***** Entries supplied

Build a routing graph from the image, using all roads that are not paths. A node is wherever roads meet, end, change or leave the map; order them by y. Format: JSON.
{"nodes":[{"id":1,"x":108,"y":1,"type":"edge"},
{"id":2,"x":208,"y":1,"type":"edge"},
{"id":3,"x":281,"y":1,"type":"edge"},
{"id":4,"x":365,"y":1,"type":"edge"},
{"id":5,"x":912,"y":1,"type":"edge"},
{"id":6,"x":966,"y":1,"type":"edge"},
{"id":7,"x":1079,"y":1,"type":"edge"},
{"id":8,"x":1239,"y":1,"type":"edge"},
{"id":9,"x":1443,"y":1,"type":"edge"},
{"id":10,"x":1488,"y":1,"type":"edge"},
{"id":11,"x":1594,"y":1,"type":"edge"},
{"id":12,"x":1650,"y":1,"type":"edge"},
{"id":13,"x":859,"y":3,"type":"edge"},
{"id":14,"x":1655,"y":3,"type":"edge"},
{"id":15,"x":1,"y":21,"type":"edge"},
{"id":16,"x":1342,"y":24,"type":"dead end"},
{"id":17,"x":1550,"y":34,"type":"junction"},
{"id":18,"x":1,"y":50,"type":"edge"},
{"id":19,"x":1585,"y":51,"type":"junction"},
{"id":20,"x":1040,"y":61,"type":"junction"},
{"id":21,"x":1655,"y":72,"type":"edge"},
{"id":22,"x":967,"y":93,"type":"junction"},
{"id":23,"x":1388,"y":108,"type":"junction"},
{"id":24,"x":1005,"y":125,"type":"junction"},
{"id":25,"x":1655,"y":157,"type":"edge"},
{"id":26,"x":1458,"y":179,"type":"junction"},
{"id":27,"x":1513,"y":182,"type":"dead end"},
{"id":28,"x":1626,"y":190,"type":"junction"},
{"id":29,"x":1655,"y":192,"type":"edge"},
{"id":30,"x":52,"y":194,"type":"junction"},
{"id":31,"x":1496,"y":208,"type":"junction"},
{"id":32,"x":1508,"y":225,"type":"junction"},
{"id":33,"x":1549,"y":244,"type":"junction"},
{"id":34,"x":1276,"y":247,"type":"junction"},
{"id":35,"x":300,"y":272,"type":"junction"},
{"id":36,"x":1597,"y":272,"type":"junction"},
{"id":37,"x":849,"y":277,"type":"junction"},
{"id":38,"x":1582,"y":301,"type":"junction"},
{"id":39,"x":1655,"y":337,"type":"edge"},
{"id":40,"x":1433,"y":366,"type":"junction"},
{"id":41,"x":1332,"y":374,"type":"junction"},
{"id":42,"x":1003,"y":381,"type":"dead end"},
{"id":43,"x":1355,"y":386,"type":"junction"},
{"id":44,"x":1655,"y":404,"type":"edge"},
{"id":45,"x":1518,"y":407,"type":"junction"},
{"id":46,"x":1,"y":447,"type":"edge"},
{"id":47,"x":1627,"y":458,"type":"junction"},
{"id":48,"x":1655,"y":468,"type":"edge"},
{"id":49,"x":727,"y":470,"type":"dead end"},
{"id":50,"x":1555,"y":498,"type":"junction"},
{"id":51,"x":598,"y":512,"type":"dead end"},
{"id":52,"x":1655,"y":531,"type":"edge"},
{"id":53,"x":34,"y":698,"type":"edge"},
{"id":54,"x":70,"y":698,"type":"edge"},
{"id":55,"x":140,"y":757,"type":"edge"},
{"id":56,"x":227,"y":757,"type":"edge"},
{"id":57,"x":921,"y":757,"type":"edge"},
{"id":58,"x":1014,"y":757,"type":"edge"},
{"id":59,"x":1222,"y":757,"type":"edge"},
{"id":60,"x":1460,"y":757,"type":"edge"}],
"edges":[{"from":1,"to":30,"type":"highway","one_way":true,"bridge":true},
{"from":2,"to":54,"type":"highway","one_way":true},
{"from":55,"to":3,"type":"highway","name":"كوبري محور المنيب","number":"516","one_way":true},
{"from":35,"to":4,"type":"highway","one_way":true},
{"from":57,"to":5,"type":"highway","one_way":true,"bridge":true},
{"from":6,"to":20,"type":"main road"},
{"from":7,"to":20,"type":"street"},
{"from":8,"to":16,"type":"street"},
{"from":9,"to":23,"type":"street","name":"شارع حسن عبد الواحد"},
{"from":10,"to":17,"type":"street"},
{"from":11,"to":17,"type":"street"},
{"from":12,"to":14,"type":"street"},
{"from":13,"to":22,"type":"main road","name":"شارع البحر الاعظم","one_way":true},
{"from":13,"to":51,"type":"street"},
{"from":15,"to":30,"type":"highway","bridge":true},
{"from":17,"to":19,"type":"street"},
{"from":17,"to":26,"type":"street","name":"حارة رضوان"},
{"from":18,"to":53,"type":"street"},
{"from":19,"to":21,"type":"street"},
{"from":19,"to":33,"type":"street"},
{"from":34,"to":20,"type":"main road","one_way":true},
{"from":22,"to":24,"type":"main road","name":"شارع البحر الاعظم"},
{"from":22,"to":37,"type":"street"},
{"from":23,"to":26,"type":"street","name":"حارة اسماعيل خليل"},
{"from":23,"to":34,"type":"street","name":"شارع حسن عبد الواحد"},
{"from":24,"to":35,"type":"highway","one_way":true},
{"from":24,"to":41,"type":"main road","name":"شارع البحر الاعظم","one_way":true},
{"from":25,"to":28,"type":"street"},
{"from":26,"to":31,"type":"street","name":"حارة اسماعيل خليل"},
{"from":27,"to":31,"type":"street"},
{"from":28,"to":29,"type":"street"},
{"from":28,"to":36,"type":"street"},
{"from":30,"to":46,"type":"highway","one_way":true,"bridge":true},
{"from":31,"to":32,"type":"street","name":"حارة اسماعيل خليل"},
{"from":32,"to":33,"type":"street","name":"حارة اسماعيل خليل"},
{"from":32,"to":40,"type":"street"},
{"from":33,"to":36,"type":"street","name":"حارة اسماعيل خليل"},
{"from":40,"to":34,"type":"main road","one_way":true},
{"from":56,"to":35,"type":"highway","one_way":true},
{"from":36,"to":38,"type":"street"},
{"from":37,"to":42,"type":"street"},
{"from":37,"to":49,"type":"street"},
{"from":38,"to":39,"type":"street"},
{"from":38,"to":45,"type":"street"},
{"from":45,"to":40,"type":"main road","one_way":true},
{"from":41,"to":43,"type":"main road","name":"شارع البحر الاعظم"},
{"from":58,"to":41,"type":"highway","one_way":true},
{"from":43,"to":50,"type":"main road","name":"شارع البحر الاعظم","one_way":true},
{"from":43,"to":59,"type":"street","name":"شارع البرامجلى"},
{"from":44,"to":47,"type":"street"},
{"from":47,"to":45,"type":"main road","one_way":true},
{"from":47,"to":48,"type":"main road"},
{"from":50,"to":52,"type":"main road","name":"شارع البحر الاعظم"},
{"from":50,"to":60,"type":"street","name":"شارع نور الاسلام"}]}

**********

Exercise brief | Would you return all lines from the preceding listing that contain the word "اسماعيل"?

Response |
{"from":23,"to":26,"type":"street","name":"حارة اسماعيل خليل"},
{"from":26,"to":31,"type":"street","name":"حارة اسماعيل خليل"},
{"from":31,"to":32,"type":"street","name":"حارة اسماعيل خليل"},
{"from":32,"to":33,"type":"street","name":"حارة اسماعيل خليل"},
{"from":33,"to":36,"type":"street","name":"حارة اسماعيل خليل"},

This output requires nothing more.